ACTION ITEM: Which lines of the entries contain the string "Vicarage"? Please find them and copy them.
..............................
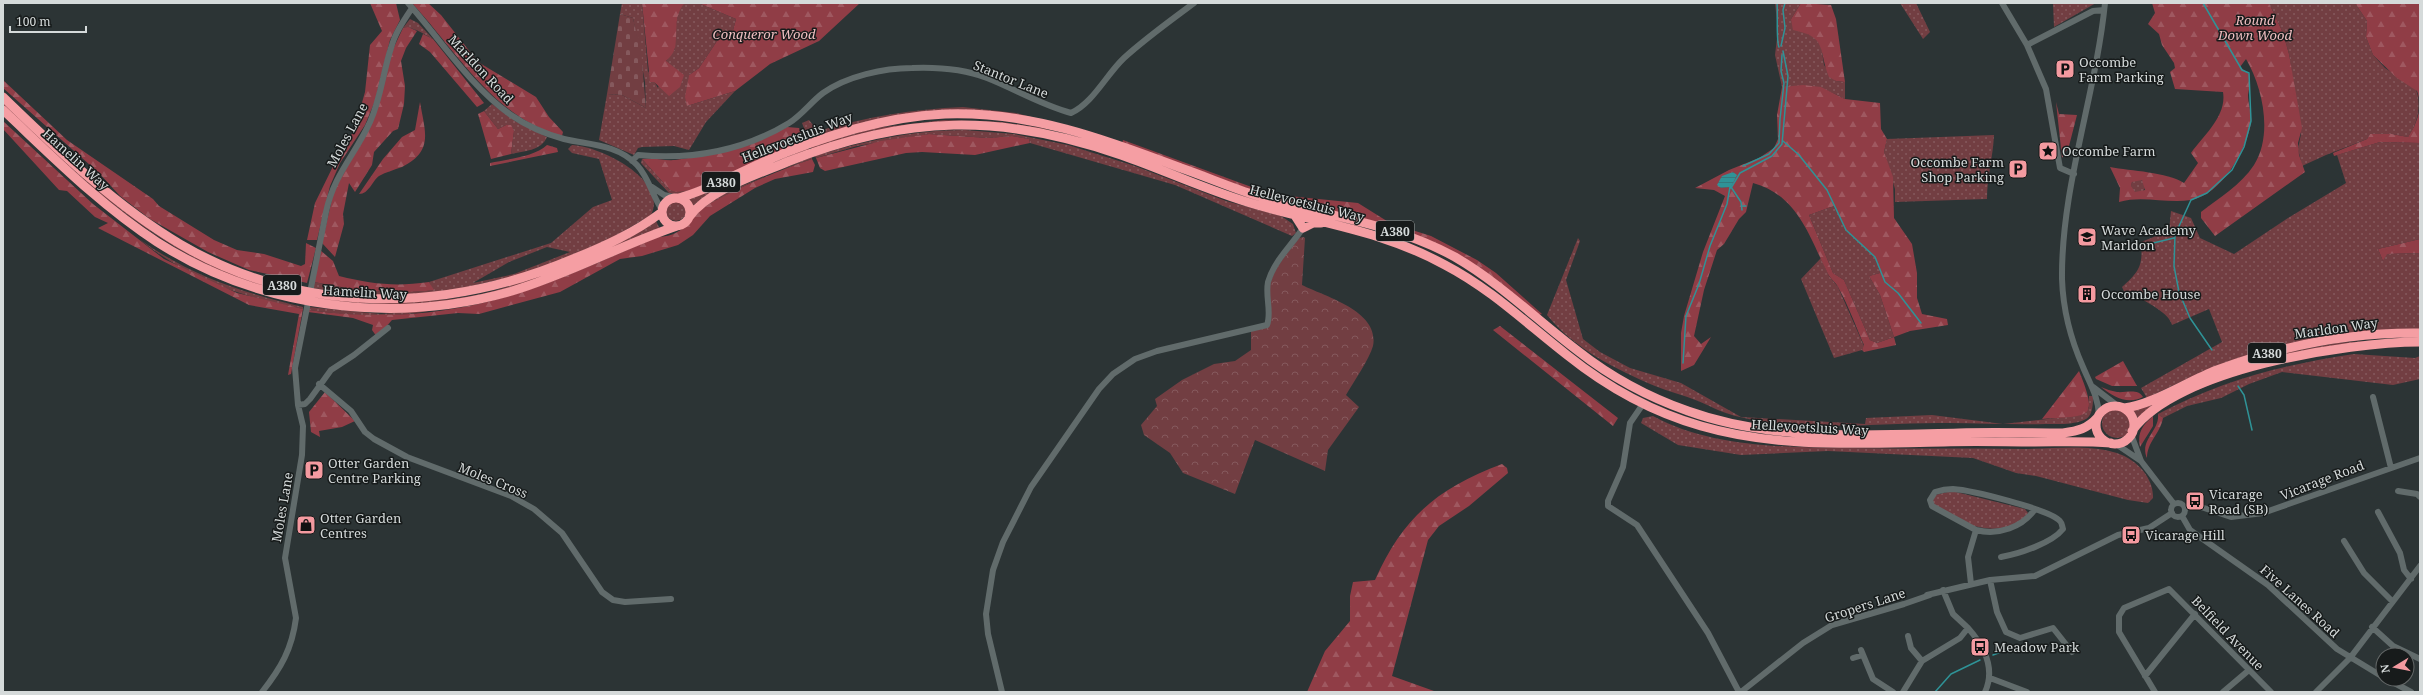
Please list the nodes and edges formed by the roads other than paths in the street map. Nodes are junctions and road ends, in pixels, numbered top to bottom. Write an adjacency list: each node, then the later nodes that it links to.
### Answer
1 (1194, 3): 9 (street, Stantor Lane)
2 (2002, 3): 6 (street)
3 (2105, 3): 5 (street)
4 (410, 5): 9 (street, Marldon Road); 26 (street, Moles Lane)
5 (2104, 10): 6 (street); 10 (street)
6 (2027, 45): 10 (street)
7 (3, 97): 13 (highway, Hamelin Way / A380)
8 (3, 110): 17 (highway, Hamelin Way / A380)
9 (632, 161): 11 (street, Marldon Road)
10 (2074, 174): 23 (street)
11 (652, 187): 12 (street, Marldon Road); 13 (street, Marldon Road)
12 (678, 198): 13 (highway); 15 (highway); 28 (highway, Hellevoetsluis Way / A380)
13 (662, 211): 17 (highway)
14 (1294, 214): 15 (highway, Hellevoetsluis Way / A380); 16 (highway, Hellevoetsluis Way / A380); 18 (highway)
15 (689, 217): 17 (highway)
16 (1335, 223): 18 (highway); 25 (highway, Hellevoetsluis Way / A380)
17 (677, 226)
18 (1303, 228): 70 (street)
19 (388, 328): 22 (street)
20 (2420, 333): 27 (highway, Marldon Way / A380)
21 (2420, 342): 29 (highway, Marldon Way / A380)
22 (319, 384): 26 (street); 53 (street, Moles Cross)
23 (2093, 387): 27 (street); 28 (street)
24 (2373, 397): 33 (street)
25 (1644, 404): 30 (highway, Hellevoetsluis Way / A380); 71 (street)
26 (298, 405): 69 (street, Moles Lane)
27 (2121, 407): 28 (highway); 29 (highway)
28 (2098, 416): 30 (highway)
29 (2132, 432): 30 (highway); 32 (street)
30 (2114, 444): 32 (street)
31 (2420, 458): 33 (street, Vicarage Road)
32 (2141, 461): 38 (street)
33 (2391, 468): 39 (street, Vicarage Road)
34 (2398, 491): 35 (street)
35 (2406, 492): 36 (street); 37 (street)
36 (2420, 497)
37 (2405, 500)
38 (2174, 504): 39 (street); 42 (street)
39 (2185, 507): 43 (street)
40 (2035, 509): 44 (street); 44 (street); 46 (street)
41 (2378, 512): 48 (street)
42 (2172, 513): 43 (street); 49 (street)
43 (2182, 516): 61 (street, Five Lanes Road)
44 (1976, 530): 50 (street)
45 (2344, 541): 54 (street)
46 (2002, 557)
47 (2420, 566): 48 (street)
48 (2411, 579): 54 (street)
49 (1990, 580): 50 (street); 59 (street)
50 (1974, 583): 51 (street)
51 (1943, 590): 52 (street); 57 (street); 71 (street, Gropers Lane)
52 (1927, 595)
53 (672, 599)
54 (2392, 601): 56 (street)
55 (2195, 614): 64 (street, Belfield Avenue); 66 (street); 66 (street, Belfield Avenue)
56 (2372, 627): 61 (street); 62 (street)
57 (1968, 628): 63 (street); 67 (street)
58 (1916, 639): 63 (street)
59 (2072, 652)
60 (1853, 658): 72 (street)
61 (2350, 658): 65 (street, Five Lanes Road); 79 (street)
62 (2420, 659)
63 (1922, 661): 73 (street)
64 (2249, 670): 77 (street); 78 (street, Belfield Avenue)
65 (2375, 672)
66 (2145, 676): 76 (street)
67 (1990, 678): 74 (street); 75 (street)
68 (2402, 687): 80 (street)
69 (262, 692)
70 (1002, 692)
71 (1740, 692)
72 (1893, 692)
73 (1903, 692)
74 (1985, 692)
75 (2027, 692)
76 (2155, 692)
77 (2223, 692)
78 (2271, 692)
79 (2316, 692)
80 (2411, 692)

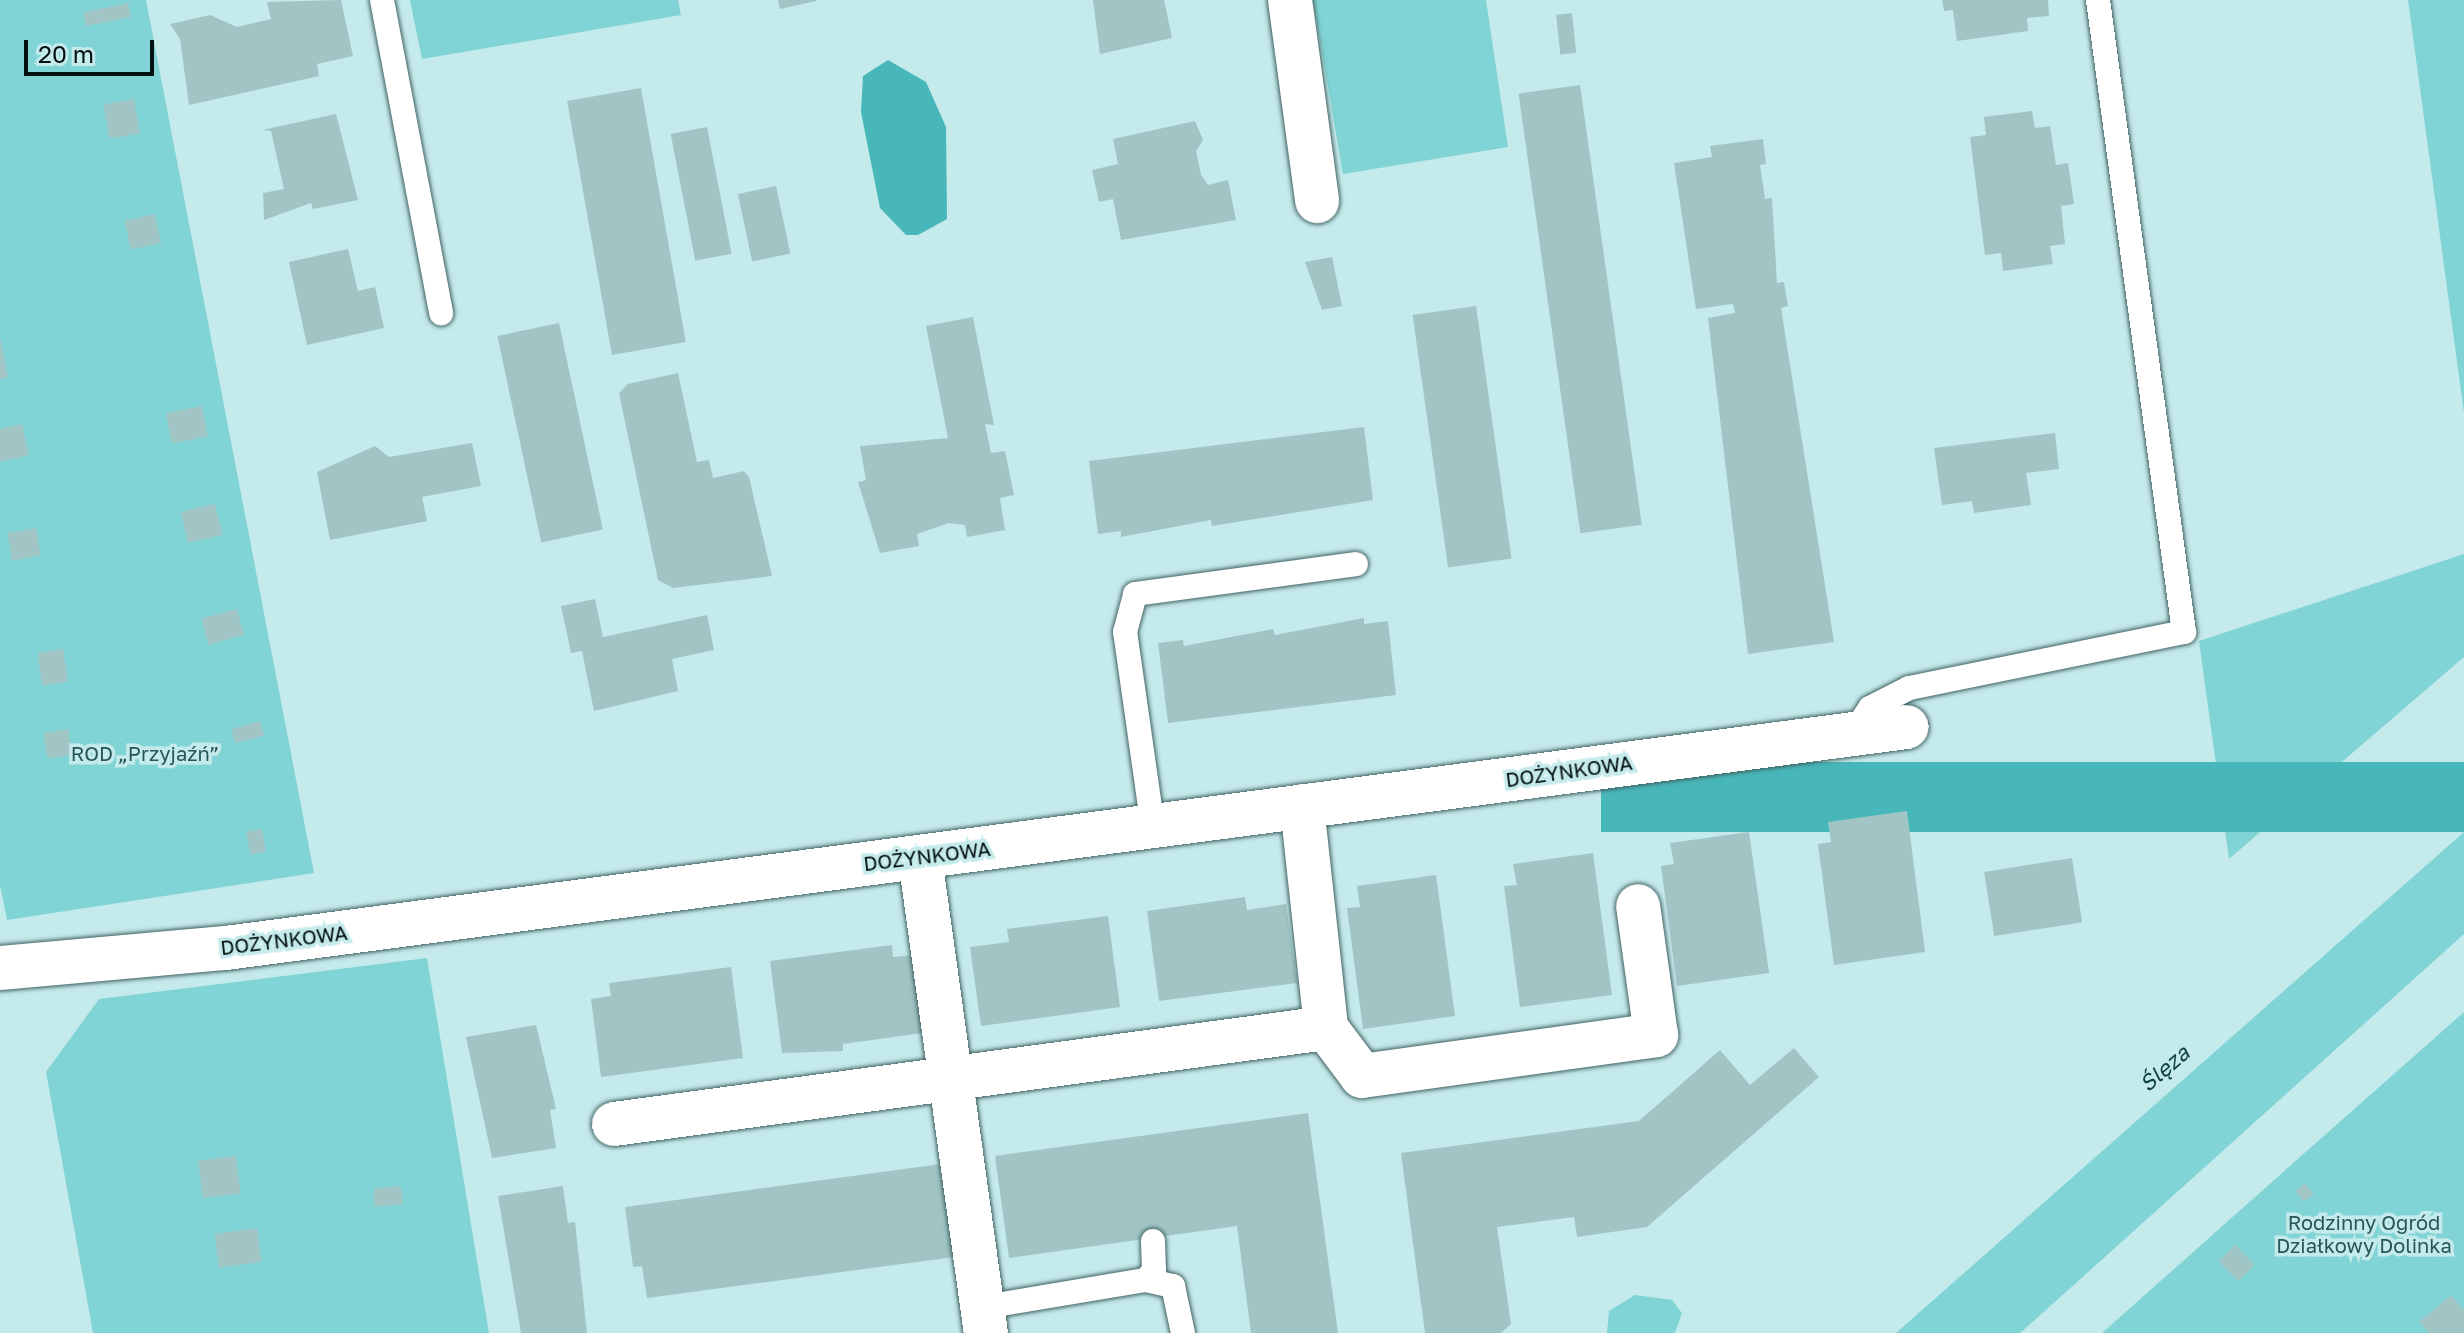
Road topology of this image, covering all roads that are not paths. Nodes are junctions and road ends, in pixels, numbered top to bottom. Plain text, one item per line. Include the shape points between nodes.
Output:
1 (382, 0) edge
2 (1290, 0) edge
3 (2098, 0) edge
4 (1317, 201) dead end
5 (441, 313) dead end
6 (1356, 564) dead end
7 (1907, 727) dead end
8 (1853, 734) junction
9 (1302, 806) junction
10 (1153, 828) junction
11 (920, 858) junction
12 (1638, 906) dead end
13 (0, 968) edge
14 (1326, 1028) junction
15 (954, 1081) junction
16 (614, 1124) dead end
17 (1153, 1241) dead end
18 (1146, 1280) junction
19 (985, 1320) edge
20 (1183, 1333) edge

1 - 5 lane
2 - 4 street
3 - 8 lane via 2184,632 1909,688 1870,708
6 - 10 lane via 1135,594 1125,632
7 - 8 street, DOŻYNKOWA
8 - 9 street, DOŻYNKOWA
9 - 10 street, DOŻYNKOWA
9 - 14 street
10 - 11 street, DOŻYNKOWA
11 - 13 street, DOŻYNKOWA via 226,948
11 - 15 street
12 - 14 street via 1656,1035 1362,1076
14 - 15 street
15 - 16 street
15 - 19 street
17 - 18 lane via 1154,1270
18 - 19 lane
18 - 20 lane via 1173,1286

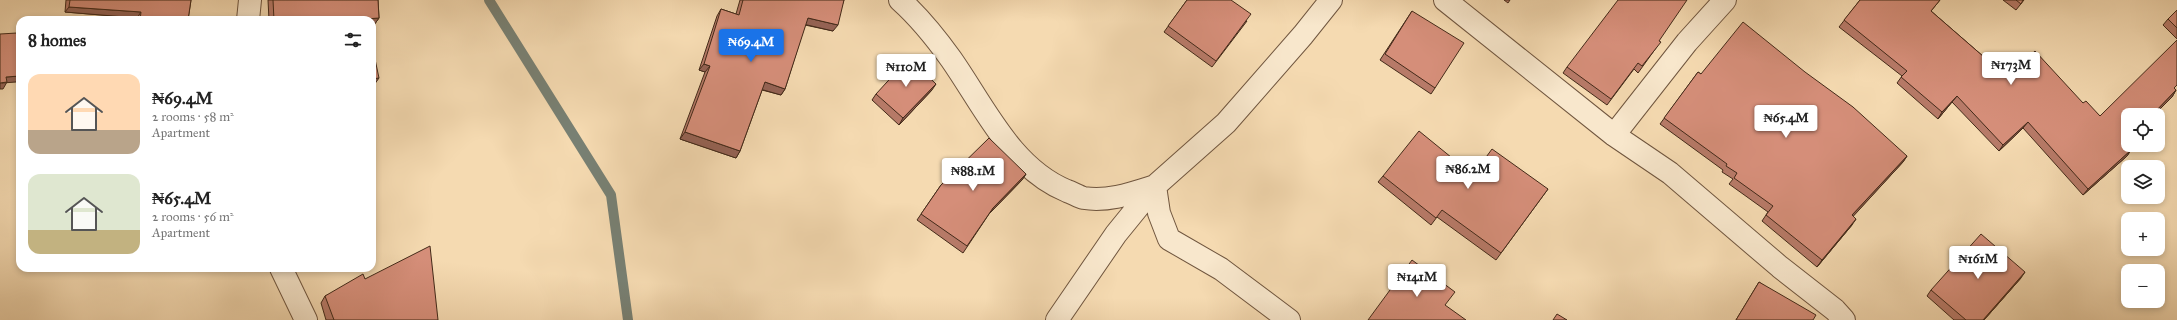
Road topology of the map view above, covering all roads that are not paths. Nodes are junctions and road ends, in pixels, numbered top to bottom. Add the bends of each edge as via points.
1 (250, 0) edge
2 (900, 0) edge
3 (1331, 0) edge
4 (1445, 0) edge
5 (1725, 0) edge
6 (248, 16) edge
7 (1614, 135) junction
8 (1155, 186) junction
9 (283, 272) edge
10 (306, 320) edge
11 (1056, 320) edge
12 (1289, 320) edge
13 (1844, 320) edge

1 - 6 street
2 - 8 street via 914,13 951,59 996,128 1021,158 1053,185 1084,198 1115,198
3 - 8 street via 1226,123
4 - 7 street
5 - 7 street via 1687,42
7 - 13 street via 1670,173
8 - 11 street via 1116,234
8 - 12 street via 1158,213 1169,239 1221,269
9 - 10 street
..............................
ANSWER SECTION:
31 (2420, 458): 33 (street, Vicarage Road)
33 (2391, 468): 39 (street, Vicarage Road)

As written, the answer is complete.